Your task —
Find each line in the records below that contains the word "roads", and copy it out.

(Dataset entries)

========

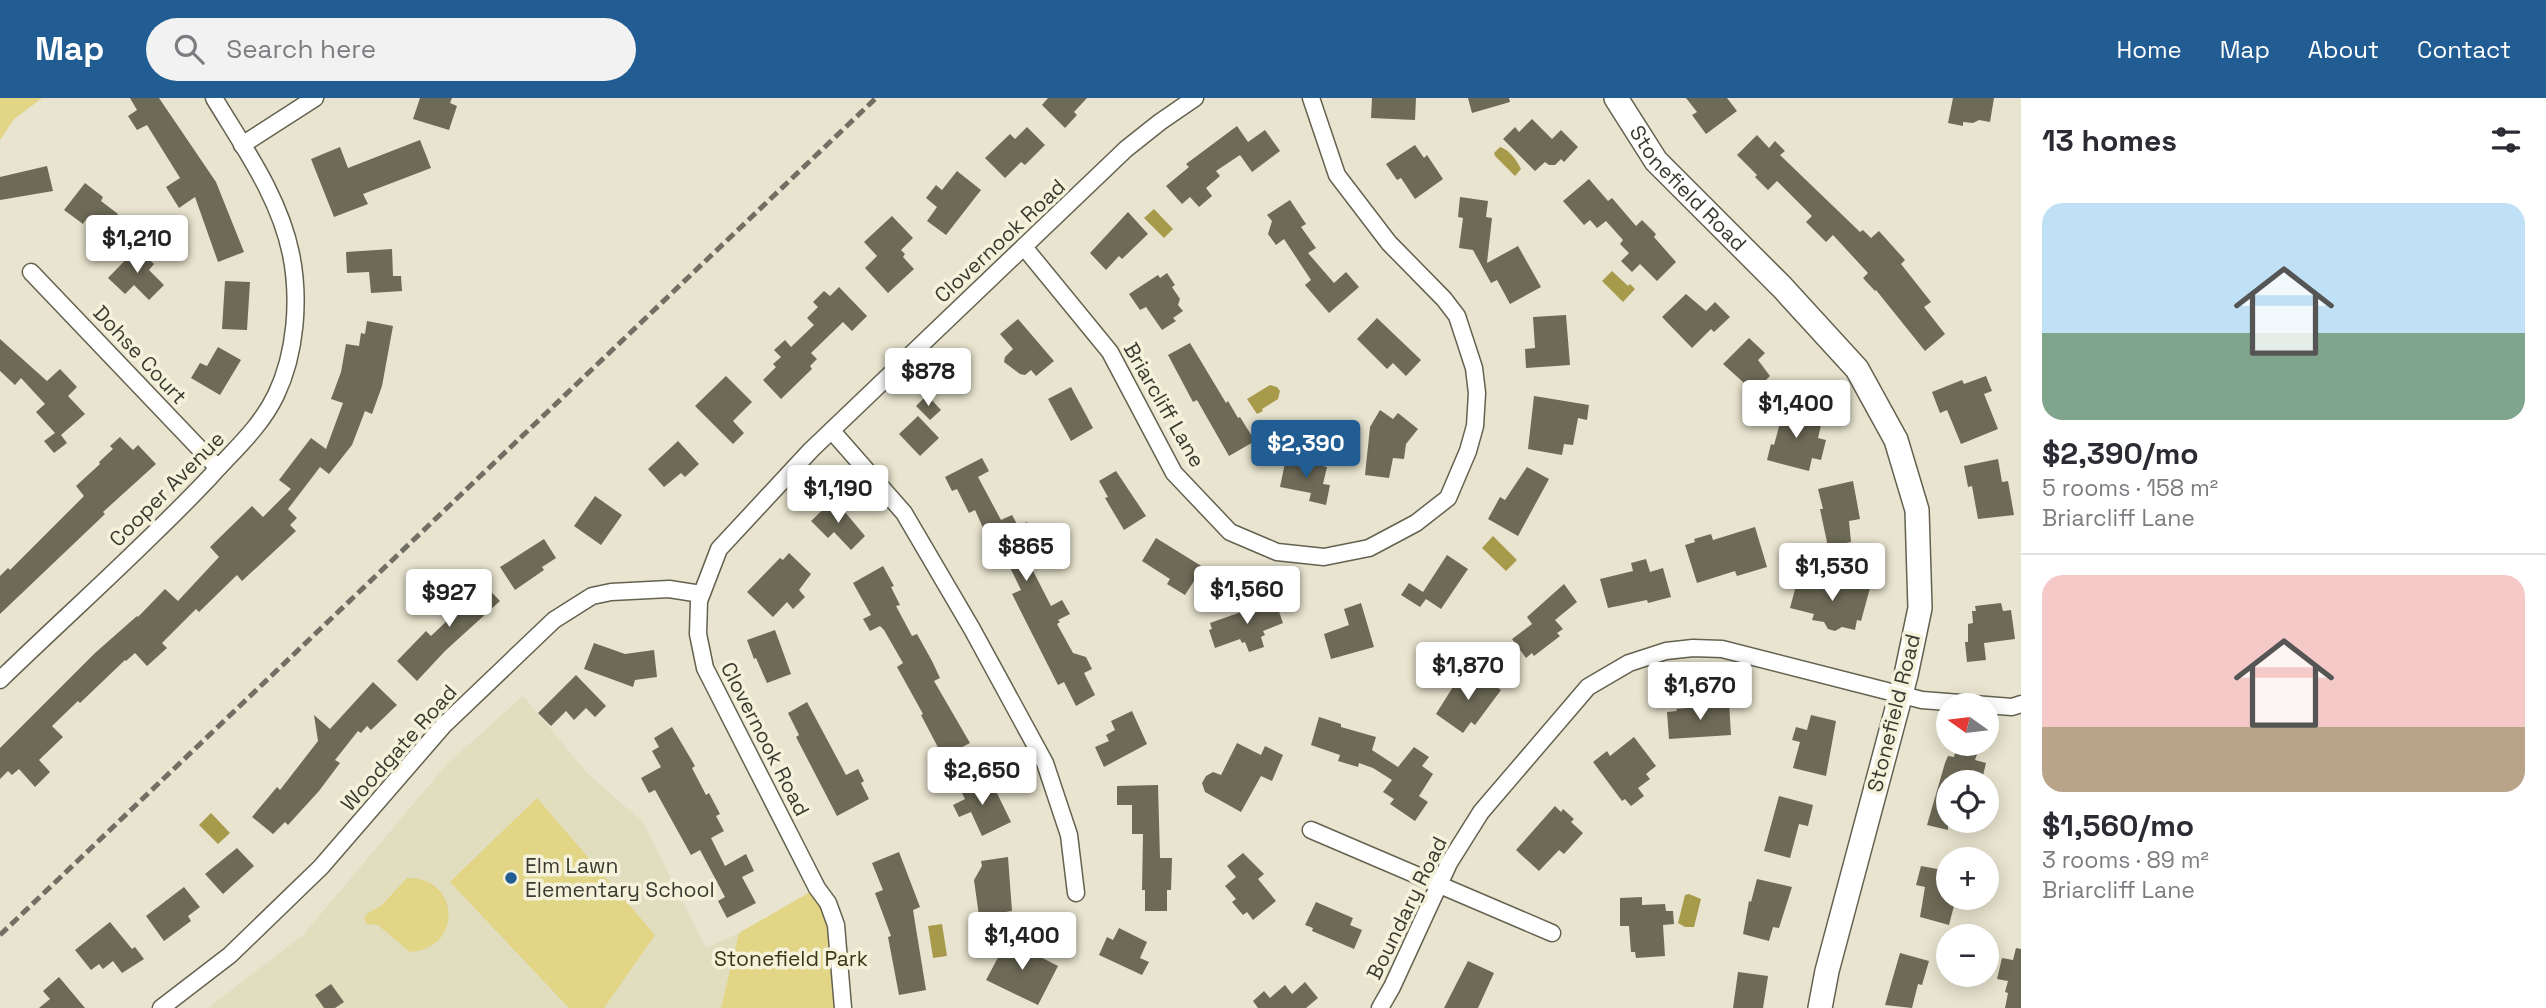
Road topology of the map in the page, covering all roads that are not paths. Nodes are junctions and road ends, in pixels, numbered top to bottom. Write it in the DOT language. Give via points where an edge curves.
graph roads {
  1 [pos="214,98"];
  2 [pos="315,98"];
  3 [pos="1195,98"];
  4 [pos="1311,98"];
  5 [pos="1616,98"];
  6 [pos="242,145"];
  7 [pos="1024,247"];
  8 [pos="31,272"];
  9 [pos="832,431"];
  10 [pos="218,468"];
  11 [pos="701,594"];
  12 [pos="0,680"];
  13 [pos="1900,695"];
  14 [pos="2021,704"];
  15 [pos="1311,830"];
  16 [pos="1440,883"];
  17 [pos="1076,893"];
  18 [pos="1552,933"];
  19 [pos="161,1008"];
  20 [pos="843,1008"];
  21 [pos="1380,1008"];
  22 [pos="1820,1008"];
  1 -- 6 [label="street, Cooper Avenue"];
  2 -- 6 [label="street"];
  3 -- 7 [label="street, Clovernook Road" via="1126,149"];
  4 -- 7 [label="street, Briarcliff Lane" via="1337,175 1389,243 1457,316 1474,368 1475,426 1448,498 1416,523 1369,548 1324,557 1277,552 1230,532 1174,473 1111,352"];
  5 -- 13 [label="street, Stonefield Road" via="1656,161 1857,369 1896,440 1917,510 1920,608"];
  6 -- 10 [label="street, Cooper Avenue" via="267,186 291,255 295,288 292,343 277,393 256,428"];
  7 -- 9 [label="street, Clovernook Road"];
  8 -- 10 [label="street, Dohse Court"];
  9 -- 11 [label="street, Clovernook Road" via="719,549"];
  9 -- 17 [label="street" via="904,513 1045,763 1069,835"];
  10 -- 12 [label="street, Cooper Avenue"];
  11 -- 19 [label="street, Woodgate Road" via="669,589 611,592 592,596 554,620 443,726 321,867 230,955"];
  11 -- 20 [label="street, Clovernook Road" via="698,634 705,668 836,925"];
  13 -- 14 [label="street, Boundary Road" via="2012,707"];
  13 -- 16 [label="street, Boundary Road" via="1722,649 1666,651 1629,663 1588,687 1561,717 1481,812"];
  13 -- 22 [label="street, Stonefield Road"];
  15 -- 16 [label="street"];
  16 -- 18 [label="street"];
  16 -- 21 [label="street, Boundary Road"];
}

========

Solution —
Road topology of the map in the page, covering all roads that are not paths. Nodes are junctions and road ends, in pixels, numbered top to bottom. Write it in the DOT language. Give via points where an edge curves.
graph roads {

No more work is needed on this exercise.